YOUR OBJECTIVE. Would you please copy each line of the data in which the string "Nodes" occurs?

** Opening DATA TO USE block **

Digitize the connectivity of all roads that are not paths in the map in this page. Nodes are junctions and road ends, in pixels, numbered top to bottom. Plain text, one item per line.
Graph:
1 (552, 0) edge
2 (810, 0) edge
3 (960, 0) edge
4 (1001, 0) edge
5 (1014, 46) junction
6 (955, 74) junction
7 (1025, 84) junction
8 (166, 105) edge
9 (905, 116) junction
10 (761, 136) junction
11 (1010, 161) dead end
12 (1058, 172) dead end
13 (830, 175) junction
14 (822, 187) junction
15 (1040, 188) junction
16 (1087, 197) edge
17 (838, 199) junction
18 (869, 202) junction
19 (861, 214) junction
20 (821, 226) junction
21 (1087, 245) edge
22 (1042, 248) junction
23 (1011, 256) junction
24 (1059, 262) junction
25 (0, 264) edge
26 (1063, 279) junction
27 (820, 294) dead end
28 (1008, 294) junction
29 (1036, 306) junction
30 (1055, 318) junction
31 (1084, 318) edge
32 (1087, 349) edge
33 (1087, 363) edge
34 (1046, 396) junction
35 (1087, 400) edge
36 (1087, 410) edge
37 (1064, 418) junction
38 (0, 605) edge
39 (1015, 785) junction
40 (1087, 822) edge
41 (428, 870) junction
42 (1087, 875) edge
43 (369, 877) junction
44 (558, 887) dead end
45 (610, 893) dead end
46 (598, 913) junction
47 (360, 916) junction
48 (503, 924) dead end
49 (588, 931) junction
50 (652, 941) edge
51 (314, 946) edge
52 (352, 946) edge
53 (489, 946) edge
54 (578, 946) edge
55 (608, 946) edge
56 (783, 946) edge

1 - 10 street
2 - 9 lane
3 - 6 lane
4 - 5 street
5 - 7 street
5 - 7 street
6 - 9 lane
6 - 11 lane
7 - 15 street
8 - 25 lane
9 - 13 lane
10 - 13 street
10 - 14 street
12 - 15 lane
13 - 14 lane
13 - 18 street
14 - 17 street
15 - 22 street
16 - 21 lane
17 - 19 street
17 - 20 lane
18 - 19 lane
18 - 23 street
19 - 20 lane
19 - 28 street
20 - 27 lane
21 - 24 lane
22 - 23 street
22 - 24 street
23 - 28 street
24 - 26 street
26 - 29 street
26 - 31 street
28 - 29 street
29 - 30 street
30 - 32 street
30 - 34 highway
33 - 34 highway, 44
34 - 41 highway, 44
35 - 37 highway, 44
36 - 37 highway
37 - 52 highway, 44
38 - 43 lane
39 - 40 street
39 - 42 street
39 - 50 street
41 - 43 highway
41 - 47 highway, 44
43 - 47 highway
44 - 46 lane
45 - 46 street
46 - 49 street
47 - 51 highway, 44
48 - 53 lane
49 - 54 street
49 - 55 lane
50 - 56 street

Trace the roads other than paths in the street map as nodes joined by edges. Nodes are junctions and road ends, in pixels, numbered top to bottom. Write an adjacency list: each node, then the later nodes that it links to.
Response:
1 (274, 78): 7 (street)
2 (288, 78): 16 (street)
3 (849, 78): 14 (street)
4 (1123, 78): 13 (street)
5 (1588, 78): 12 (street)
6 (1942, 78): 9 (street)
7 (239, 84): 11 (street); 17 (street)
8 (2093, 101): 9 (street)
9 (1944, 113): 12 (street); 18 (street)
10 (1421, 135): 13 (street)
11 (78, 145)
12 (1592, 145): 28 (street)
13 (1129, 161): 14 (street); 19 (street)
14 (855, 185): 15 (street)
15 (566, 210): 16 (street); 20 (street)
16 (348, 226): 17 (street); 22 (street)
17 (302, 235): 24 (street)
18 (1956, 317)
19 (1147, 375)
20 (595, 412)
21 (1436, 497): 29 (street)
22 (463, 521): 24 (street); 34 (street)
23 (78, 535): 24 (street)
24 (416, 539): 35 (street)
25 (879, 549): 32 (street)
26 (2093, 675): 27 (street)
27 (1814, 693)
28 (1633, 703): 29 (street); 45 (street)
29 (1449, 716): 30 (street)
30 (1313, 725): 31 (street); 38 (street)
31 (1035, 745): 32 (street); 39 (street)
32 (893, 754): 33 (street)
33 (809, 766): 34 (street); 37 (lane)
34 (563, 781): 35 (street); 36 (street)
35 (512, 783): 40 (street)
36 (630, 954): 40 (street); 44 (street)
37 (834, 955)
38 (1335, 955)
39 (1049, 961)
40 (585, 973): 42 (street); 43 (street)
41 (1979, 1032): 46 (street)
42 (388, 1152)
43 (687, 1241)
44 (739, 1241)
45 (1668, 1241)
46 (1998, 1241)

** Closing DATA TO USE block **

EXERCISE OUTPUT.
Digitize the connectivity of all roads that are not paths in the map in this page. Nodes are junctions and road ends, in pixels, numbered top to bottom. Plain text, one item per line.
Trace the roads other than paths in the street map as nodes joined by edges. Nodes are junctions and road ends, in pixels, numbered top to bottom. Write an adjacency list: each node, then the later nodes that it links to.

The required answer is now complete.